Oil floated close to $104 a barrel on Wednesday as persistent concerns about global demand, with U.S. crude stocks rising to new highs, outweighed a rise in crude imports by China and a surprise jump in German industrial output.
Data from the U.S. Energy Information Administration (EIA) showed crude stocks rose last week to a new record high at 395.5 million barrels
"We are lacking the catalyst in the numbers to suggest we could go back to the highs reached earlier this year," Olivier Jakob, analyst at Petromatrix, said.
China's daily crude imports in April rose 3.7 percent from a year ago and 3.5 percent from March, customs data showed, as refiners in the world's No.2 consumer took advantage of lower prices to replenish stocks.
German industrial output unexpectedly rose 1.2 percent on the month in March, contrasting with recent gloomier data.
The Chinese and German figures boosted world shares and other commodities, despite doubts about the quality of the numbers from China.

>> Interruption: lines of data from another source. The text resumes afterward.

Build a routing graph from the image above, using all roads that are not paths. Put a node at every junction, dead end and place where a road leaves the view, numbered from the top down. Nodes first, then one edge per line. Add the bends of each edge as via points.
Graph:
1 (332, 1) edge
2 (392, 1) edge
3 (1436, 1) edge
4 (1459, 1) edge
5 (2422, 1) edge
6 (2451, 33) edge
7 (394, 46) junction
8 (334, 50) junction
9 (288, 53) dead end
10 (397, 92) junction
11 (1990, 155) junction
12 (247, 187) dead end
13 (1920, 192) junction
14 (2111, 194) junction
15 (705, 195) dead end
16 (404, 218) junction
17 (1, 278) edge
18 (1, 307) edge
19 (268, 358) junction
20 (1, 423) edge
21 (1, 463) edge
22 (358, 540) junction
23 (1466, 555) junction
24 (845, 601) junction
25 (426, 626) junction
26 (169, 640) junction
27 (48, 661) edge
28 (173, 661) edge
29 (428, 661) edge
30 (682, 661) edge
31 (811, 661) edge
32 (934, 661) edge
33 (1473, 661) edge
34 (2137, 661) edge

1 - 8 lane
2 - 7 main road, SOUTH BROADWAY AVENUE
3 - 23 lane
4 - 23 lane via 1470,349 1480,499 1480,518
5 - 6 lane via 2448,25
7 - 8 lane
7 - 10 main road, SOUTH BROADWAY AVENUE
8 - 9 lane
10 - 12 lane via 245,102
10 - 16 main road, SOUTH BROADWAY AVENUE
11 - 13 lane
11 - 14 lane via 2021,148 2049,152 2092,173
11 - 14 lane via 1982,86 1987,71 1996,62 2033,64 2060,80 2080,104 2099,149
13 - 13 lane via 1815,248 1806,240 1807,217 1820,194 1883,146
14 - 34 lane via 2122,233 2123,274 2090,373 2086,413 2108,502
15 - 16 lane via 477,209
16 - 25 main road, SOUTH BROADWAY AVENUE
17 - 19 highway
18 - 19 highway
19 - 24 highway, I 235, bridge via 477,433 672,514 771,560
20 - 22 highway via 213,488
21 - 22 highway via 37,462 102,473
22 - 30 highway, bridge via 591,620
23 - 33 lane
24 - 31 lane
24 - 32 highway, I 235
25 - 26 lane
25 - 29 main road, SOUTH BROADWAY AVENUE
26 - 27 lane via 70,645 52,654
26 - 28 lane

The increase in U.S. crude stocks came below forecasts in a Reuters survey of analysts but still underscored the ample supply levels.
"Even with the news from China and Germany, the background is still pretty weak on the oil side as the market is well supplied and we are still in a seasonal demand low," said Simon Wardell, an analyst at Global Insight.
Prices may stay under pressure, given projections of a well-supplied market and bleak global demand.
The EIA cut its forecast for demand growth for this year to 890,000 barrels per day (Bpd) and pared its 2014 estimate to 1.21 million bpd, or just over 2.1 million bpd demand growth over two years.
At the same time, the EIA sees supplies from countries outside the Organisation of the Petroleum Exporting Countries growing by 1.11 million bpd in 2013 and by a further 1.77 million next year.
Further strengthening the global supply outlook, Sudan said on Tuesday it had received the first crude shipments from South Sudan since 2012.
In the near term, data from the American Petroleum Institute (API) showed U.S. crude inventories rose 680,000 barrels for the week to May 3, falling short of a Reuters poll forecast of an average increase of 1.9 million barrels.
Concerns that Syria's civil war could deteriorate were eased after Russia and the United States announced plans to convene international talks to end the strife.